START DATA FOR REVIEW
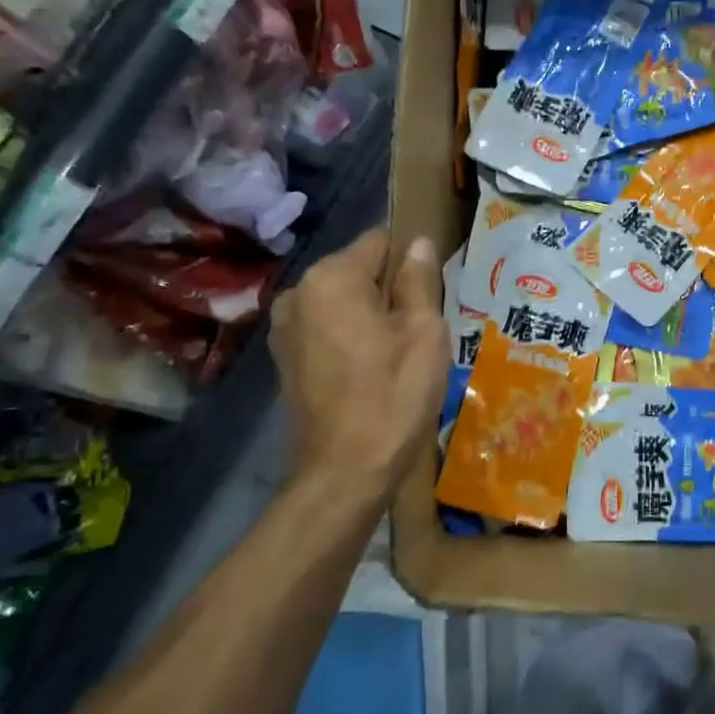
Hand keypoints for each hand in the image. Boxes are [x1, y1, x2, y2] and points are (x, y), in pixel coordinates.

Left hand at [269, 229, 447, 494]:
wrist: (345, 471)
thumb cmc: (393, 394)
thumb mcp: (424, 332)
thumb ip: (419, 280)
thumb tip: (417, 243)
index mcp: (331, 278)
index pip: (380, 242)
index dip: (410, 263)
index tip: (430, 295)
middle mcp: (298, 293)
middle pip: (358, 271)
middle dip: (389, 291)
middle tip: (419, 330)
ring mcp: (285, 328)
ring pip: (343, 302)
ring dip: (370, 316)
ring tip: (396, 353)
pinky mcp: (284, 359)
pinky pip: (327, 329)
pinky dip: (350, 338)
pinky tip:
END DATA FOR REVIEW
START DATA FOR REVIEW
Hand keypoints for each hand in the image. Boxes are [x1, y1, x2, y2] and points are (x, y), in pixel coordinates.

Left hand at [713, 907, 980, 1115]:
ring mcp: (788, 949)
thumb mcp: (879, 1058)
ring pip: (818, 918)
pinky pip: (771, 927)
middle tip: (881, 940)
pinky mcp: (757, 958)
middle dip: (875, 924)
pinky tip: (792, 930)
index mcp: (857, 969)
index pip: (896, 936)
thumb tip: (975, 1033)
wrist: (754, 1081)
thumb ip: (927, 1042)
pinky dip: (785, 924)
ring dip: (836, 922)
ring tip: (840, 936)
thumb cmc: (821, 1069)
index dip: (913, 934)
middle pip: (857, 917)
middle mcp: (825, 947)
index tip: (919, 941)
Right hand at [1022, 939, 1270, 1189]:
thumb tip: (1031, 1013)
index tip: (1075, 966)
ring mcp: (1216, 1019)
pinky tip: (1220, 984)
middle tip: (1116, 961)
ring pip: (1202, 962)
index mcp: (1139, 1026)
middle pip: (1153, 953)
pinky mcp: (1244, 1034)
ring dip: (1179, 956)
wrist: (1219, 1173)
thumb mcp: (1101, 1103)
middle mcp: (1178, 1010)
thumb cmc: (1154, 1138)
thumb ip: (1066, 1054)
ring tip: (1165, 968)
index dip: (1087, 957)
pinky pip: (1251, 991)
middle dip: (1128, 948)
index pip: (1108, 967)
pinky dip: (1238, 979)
END DATA FOR REVIEW
= WHAT THE TASK REQUIRES =
Total lines holding "thumb" in the records: report this figure alone.

= YOUR SOLUTION =
12